PROBLEM REQUIREMENTS>
Using the listing below, extract each line that has the word "bridge" in it.

DATA IN THIS EXERCISE>
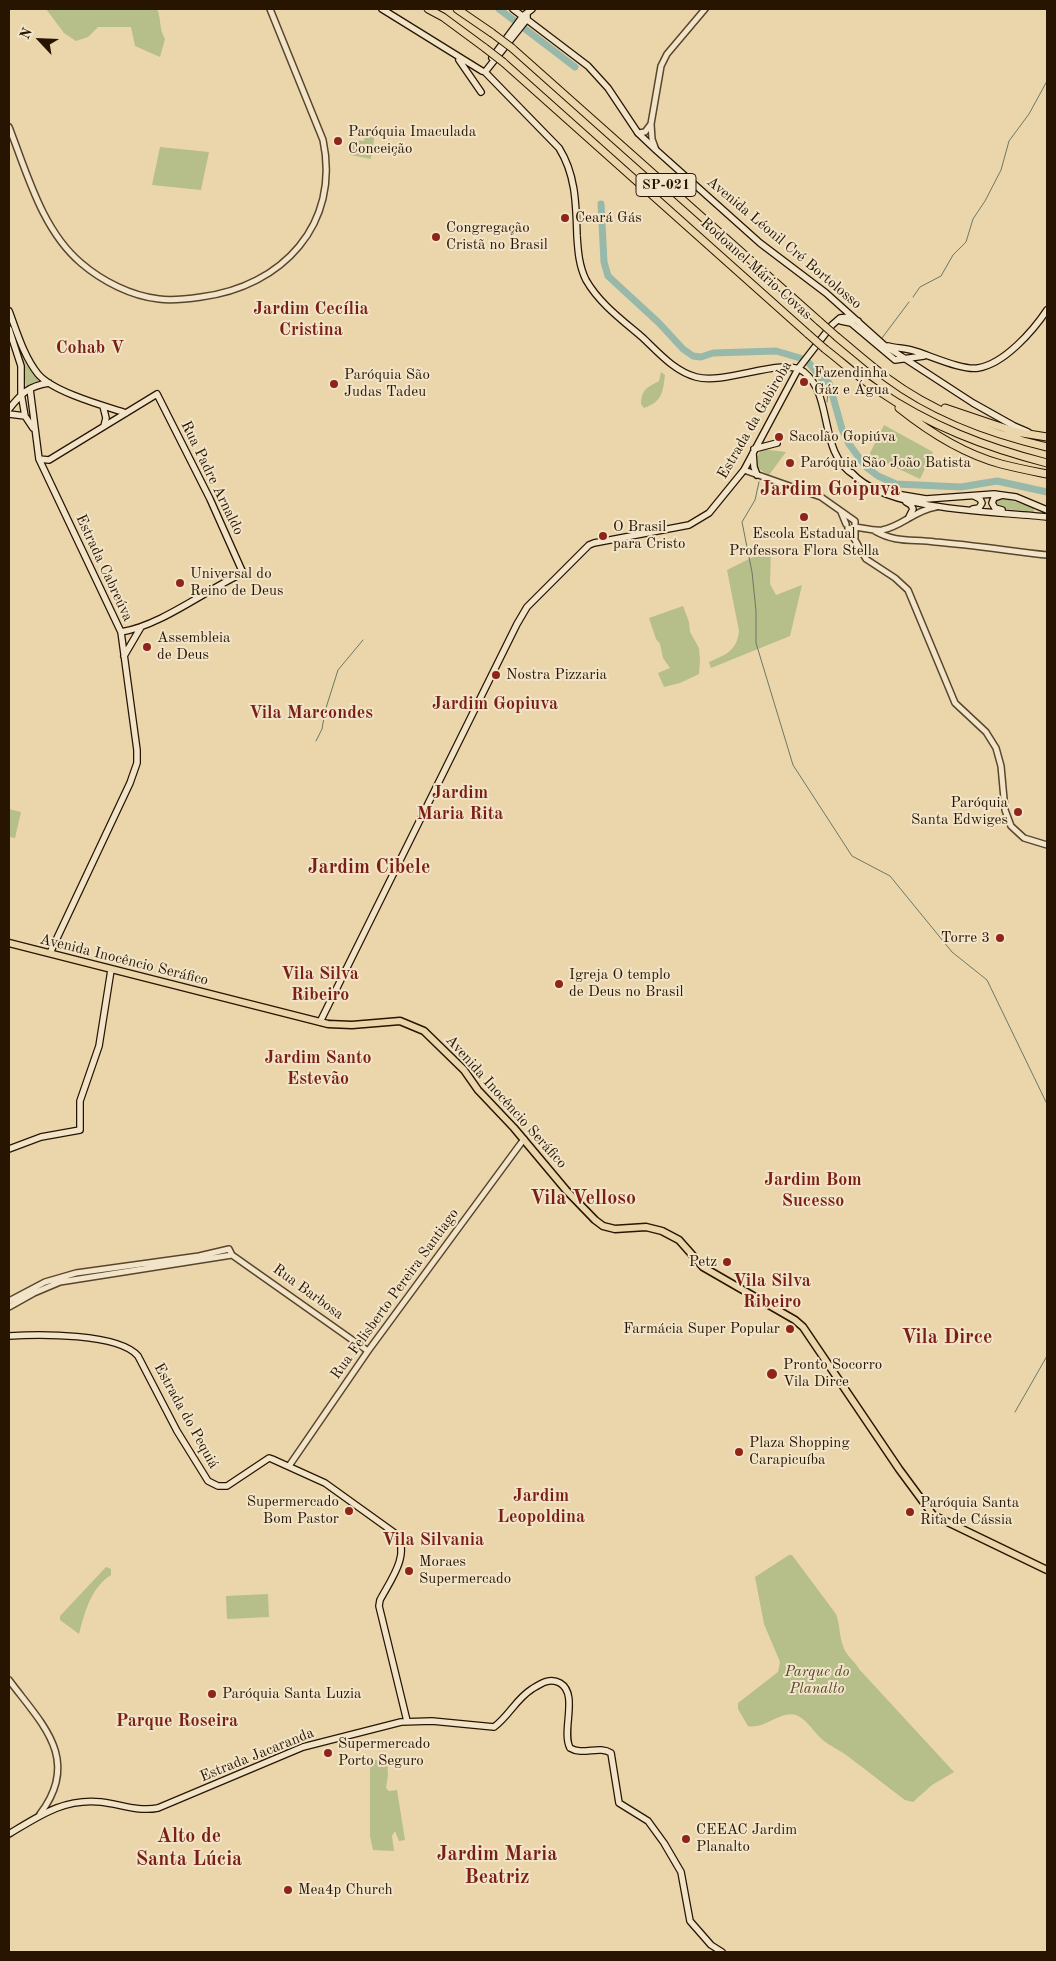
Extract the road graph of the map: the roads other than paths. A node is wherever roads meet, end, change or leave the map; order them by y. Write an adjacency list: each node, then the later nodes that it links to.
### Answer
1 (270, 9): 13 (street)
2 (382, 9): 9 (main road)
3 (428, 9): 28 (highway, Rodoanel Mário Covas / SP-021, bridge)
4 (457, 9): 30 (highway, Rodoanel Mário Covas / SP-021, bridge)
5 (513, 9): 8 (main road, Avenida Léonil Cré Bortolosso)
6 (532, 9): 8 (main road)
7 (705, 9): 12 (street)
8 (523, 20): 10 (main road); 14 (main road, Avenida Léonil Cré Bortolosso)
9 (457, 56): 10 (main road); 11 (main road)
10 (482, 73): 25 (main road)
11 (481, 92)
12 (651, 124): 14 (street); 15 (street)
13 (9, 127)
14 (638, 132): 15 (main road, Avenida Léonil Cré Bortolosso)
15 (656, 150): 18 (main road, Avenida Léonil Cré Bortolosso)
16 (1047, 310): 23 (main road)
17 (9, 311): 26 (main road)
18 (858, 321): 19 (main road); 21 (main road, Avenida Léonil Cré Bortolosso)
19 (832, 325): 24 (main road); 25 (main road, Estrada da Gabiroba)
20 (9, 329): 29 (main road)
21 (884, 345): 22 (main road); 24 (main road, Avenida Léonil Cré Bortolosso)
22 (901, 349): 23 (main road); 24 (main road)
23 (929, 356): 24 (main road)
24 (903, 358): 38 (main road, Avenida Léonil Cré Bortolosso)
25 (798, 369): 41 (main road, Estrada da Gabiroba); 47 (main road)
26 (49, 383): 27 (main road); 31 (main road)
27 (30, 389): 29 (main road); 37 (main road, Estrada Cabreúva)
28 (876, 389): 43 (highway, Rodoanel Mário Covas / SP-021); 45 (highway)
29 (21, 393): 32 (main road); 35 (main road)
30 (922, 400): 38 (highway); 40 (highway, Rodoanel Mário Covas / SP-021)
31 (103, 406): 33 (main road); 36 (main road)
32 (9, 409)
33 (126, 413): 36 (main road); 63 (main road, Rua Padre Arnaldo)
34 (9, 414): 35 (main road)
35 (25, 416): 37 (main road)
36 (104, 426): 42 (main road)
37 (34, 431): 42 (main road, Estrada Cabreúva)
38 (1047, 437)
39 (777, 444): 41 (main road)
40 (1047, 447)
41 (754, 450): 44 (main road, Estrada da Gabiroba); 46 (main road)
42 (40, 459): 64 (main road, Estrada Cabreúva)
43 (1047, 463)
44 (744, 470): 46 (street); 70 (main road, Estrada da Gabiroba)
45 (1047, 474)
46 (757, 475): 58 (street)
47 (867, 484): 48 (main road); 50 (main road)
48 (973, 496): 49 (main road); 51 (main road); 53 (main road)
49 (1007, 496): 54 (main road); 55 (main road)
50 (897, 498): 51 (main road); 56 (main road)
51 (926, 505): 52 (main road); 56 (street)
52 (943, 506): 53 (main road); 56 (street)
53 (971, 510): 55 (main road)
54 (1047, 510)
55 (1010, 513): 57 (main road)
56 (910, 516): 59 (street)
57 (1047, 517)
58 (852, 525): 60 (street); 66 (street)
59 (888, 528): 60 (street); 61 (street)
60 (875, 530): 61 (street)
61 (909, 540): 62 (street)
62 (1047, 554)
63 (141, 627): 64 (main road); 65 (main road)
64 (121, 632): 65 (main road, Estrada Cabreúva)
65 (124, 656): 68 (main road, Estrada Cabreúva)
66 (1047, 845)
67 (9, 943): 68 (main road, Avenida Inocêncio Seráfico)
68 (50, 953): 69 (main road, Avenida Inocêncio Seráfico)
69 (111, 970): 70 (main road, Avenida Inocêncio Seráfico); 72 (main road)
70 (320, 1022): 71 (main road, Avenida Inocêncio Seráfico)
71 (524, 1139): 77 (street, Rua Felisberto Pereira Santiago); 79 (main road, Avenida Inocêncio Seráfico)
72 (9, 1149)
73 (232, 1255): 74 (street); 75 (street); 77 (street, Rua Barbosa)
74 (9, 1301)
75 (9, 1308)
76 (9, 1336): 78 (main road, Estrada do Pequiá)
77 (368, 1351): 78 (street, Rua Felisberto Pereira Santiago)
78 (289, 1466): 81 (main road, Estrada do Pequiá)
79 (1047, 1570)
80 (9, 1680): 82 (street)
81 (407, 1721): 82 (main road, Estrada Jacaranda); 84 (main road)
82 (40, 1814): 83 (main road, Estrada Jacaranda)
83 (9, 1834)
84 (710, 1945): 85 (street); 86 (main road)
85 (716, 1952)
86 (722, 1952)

ANSWER>
3 (428, 9): 28 (highway, Rodoanel Mário Covas / SP-021, bridge)
4 (457, 9): 30 (highway, Rodoanel Mário Covas / SP-021, bridge)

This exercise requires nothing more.